En effet, la fin de l'été, c'est la reprise du travail, c'est la fin du temps ensoleillé, la fin des tongs et des bermudas.

C'est bizarre, non, que notre vie (au moins pour certains d'entre nous) ne soit pleinement épanouissante qu'un ou deux mois par an ?

Avec le réchauffement climatique, nous commençons à comprendre que le temps ensoleillé n'est pas toujours une bonne nouvelle.

Cela sans doute parce que nous avons perdu le contact avec la terre et la nécessité d'une alternance entre le "mauvais" et le "beau" temps.

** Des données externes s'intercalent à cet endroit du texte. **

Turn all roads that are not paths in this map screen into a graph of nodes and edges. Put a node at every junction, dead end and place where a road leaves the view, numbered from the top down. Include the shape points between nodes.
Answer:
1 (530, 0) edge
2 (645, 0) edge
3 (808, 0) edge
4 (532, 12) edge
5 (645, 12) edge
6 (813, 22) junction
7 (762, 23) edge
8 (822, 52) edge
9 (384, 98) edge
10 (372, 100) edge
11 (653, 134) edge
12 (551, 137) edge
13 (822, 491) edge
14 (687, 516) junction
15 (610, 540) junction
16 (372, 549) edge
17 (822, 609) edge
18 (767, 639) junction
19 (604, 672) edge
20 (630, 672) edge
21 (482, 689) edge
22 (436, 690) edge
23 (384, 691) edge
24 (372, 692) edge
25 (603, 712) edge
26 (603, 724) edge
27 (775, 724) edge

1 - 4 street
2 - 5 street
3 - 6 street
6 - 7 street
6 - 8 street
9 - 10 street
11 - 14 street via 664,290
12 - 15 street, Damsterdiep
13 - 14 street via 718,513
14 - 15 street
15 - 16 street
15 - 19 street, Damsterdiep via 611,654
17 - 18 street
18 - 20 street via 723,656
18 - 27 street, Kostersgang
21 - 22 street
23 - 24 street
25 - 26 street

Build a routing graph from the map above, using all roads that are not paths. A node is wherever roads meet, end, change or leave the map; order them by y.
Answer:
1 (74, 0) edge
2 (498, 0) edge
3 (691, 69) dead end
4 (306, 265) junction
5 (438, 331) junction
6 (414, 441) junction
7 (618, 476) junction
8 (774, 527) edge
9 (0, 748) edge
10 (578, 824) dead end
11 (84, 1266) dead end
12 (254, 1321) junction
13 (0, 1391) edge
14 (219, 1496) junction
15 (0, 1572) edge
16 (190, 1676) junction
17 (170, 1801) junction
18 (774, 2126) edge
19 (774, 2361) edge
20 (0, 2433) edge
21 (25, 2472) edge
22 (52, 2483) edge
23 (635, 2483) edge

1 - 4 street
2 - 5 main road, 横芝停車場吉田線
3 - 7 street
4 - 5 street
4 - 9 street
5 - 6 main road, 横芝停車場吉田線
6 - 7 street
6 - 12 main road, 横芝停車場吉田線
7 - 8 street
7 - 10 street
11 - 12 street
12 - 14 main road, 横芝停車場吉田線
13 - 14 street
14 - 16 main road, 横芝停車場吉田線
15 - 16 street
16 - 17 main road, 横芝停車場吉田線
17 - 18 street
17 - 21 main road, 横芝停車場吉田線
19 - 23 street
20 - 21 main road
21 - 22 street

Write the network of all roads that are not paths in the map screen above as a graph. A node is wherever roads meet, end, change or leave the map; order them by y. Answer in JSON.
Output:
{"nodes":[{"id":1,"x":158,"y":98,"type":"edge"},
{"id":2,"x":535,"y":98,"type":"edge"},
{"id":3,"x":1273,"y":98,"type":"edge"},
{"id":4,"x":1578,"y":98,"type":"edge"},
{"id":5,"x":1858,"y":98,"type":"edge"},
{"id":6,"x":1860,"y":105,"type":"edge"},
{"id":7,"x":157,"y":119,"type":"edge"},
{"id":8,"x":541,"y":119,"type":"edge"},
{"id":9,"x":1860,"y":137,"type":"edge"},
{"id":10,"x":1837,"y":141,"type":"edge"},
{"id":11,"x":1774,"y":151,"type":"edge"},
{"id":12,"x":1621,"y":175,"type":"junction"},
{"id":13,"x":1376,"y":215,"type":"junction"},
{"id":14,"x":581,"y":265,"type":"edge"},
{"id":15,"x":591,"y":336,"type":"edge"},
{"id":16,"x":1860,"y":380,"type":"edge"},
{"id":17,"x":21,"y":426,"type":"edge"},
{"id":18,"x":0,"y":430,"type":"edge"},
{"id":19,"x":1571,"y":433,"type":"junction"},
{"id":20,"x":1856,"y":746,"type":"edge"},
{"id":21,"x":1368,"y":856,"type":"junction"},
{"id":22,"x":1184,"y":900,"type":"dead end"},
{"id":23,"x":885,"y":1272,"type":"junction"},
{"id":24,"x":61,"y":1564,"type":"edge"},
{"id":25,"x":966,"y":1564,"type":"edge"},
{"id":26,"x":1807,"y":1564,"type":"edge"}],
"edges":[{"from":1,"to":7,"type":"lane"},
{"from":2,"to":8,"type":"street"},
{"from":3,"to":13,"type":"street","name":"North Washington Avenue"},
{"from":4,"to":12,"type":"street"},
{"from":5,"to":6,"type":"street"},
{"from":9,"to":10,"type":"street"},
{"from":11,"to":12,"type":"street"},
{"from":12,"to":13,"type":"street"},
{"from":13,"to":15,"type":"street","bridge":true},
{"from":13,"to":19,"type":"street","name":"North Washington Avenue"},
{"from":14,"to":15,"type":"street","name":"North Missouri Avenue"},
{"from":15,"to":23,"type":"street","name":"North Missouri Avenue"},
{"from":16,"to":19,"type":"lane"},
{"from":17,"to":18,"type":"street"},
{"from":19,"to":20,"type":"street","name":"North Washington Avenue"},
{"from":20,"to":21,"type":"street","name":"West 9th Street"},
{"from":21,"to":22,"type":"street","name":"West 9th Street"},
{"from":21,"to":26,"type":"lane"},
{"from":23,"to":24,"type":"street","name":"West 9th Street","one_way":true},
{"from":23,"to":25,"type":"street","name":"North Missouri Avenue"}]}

Au fond, c'est pareil avec la vie et les relations.

Parfois, c'est un ciel sans nuages

Parfois, c'est l'orage (et il y a des conflits)

Il faut aimer la pluie

Formation Oser le conflit : Niveau 1 et 2 et 3 !

Je suis heureux de vous annoncer le lancement des formations Oser le Conflit – Niveau 2 et Oser le Conflit – Niveau 3.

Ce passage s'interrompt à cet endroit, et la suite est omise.